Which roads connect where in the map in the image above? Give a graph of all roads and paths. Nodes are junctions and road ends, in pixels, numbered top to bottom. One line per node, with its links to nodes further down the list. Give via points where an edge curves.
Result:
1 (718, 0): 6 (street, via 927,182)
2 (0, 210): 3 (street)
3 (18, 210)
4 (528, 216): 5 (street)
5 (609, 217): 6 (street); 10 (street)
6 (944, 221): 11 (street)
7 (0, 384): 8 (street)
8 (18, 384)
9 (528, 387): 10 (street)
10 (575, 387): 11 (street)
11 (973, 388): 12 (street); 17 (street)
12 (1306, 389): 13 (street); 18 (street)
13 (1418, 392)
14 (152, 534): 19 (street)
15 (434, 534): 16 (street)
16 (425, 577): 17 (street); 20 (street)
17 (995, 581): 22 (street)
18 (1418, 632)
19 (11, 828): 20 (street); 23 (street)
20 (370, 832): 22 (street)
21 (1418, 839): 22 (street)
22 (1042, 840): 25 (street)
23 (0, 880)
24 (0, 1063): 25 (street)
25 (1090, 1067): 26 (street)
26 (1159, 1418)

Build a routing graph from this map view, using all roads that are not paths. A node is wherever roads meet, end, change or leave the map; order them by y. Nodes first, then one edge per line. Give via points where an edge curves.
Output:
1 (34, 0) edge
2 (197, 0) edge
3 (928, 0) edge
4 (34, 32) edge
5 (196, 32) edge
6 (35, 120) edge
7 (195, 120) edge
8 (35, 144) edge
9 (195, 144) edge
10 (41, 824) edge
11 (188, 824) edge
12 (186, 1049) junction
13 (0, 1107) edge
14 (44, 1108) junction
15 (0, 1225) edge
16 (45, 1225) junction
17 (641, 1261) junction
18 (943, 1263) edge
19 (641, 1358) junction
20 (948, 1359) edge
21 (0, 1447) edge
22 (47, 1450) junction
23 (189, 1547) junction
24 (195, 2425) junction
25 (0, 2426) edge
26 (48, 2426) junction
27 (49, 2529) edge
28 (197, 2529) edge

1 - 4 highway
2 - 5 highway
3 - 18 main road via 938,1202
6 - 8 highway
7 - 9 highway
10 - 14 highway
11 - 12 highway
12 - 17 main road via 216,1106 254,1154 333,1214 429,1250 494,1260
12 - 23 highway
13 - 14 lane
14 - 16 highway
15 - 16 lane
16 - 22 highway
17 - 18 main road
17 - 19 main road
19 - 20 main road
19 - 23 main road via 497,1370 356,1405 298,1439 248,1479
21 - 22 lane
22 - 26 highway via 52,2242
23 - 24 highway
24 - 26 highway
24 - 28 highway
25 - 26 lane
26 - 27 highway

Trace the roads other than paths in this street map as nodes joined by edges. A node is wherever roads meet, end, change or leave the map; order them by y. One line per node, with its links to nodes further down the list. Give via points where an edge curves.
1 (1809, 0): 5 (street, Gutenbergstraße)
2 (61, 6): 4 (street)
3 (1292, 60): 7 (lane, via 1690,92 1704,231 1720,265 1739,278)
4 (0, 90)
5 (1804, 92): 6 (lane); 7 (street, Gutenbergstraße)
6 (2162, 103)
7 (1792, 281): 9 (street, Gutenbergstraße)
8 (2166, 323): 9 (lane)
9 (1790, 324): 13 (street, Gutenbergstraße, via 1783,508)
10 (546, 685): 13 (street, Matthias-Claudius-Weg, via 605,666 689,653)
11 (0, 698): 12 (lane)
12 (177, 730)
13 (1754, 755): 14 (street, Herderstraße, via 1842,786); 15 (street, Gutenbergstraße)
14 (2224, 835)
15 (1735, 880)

Assigned task => Output each of the records exactly as it stands above.

Exercise output =>
Which roads connect where in the map in the image above? Give a graph of all roads and paths. Nodes are junctions and road ends, in pixels, numbered top to bottom. One line per node, with its links to nodes further down the list. Give via points where an edge curves.
Result:
1 (718, 0): 6 (street, via 927,182)
2 (0, 210): 3 (street)
3 (18, 210)
4 (528, 216): 5 (street)
5 (609, 217): 6 (street); 10 (street)
6 (944, 221): 11 (street)
7 (0, 384): 8 (street)
8 (18, 384)
9 (528, 387): 10 (street)
10 (575, 387): 11 (street)
11 (973, 388): 12 (street); 17 (street)
12 (1306, 389): 13 (street); 18 (street)
13 (1418, 392)
14 (152, 534): 19 (street)
15 (434, 534): 16 (street)
16 (425, 577): 17 (street); 20 (street)
17 (995, 581): 22 (street)
18 (1418, 632)
19 (11, 828): 20 (street); 23 (street)
20 (370, 832): 22 (street)
21 (1418, 839): 22 (street)
22 (1042, 840): 25 (street)
23 (0, 880)
24 (0, 1063): 25 (street)
25 (1090, 1067): 26 (street)
26 (1159, 1418)

Build a routing graph from this map view, using all roads that are not paths. A node is wherever roads meet, end, change or leave the map; order them by y. Nodes first, then one edge per line. Give via points where an edge curves.
Output:
1 (34, 0) edge
2 (197, 0) edge
3 (928, 0) edge
4 (34, 32) edge
5 (196, 32) edge
6 (35, 120) edge
7 (195, 120) edge
8 (35, 144) edge
9 (195, 144) edge
10 (41, 824) edge
11 (188, 824) edge
12 (186, 1049) junction
13 (0, 1107) edge
14 (44, 1108) junction
15 (0, 1225) edge
16 (45, 1225) junction
17 (641, 1261) junction
18 (943, 1263) edge
19 (641, 1358) junction
20 (948, 1359) edge
21 (0, 1447) edge
22 (47, 1450) junction
23 (189, 1547) junction
24 (195, 2425) junction
25 (0, 2426) edge
26 (48, 2426) junction
27 (49, 2529) edge
28 (197, 2529) edge

1 - 4 highway
2 - 5 highway
3 - 18 main road via 938,1202
6 - 8 highway
7 - 9 highway
10 - 14 highway
11 - 12 highway
12 - 17 main road via 216,1106 254,1154 333,1214 429,1250 494,1260
12 - 23 highway
13 - 14 lane
14 - 16 highway
15 - 16 lane
16 - 22 highway
17 - 18 main road
17 - 19 main road
19 - 20 main road
19 - 23 main road via 497,1370 356,1405 298,1439 248,1479
21 - 22 lane
22 - 26 highway via 52,2242
23 - 24 highway
24 - 26 highway
24 - 28 highway
25 - 26 lane
26 - 27 highway

Trace the roads other than paths in this street map as nodes joined by edges. A node is wherever roads meet, end, change or leave the map; order them by y. One line per node, with its links to nodes further down the list. Give via points where an edge curves.
1 (1809, 0): 5 (street, Gutenbergstraße)
2 (61, 6): 4 (street)
3 (1292, 60): 7 (lane, via 1690,92 1704,231 1720,265 1739,278)
4 (0, 90)
5 (1804, 92): 6 (lane); 7 (street, Gutenbergstraße)
6 (2162, 103)
7 (1792, 281): 9 (street, Gutenbergstraße)
8 (2166, 323): 9 (lane)
9 (1790, 324): 13 (street, Gutenbergstraße, via 1783,508)
10 (546, 685): 13 (street, Matthias-Claudius-Weg, via 605,666 689,653)
11 (0, 698): 12 (lane)
12 (177, 730)
13 (1754, 755): 14 (street, Herderstraße, via 1842,786); 15 (street, Gutenbergstraße)
14 (2224, 835)
15 (1735, 880)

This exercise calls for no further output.